Europe is about to threaten companies with fines so large that they will throw them into bankruptcy for bureaucracy and paperwork foot-faults?   As countries around the world begin the competitive race to build their digital economies, we in Europe are starting the race by shooting ourselves in the foot?   It's possible to be deeply committed to privacy, without drowning in a torrent of privacy bureaucracy.

Monday, March 19, 2012

The Safe Harbor

Periodically, and again today, there’s a conference to discuss trans-Atlantic privacy issues, and take stock of the Safe Harbor framework. As an American who works in this field in Paris, I have long cared more than most people about trans-Atlantic privacy issues.

Why is the Safe Harbor framework still relevant? Here’s a reminder: the Safe Harbor framework was created because of a quirk in European law dating from 1995 that divided the countries of the world into so-called "adequate" and not-"adequate", in terms of having European style data protection. Countries like the US and Japan are not currently deemed to have "adequate" protections under EU law, but other countries like Argentina and Mexico and Israel are. It's a fair question whether the criteria to assess "adequacy" are themselves realistic or out-dated. Essentially, the criteria area formalistic: e.g., does a country have a European-style “independent data protection authority” and European-style “comprehensive” privacy legislation? So, countries that do not, like Japan and the US, are not deemed to have “adequate” data protection, but countries like Mexico, Argentina or Israel are. The Safe Harbor framework constitutes an “adequacy” regime for the US-based companies that comply with it. Therefore, the Safe Harbor framework is a partial solution to a bigger “adequacy” problem.

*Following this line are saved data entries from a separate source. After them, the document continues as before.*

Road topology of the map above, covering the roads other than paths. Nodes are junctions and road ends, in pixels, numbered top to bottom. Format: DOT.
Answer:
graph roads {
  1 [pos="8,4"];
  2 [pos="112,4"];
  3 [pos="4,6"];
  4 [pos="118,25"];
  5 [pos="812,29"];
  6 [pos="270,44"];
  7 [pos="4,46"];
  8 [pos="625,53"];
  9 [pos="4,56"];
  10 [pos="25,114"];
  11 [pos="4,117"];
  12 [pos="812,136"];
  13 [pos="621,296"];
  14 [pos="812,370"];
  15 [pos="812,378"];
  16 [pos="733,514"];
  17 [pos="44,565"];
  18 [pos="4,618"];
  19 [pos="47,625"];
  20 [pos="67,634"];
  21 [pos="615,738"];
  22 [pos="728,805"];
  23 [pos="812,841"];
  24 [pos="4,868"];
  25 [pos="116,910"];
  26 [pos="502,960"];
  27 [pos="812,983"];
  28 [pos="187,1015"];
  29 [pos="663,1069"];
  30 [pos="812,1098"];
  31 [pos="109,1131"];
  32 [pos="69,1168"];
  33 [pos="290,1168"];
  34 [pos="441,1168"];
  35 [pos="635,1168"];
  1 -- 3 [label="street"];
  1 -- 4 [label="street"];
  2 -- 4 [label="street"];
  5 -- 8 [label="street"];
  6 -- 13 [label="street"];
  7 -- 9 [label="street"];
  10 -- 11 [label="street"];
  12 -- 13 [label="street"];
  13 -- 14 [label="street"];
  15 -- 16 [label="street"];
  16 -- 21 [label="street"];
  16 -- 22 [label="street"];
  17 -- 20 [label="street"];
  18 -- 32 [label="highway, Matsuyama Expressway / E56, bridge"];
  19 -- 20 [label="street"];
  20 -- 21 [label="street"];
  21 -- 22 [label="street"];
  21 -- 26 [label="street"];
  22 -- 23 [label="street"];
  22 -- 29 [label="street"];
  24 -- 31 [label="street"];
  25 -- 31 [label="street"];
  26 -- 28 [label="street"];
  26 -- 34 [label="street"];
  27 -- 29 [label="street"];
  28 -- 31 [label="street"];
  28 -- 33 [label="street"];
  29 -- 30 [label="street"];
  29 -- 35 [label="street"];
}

Rather than debating the Safe Harbor framework, we should be debating the “adequacy” regime. In the real world, no one would believe for a minute that data is less protected in Japan or the US than in Mexico, Argentina or Israel. But this bureaucratic fiction has very real-world consequences, if it makes “illegal” the transfer of personal data from Europe to these non-”adequate” countries. Surely, such routine global data transfers from Europe to Japan, to take just one examples amongst many in the cloud, can’t all be “illegal”?

Why does Europe fight so hard to maintain these rather reality-divorced rules, and why is Europe choosing not to modernize them as part of its comprehensive data protection law review? There is a simple reason, and it has very little to do with the reality of privacy protections. The so-called “adequacy” test is a powerful tool used by European policymakers to cajole other countries into adopting European style data protection laws and regulations. In 2011 alone, 6 countries in Latin America adopted European-style data protection laws. The motivation for these countries is often unabashedly trade-based, namely, the unhindered transfer of personal data from Europe to these countries, which hope to build information-based out-sourcing industries. Europe holds out a significant carrot to countries, saying essentially, “if you copy my privacy legal structure, we’ll reward you with information-based trade.” This, in a nutshell, is why Europe is winning the global competition to influence privacy laws in countries around the world.

I have long been an advocate of the vision of global privacy standards. Instead, what the world is getting is the globalization of European privacy standards.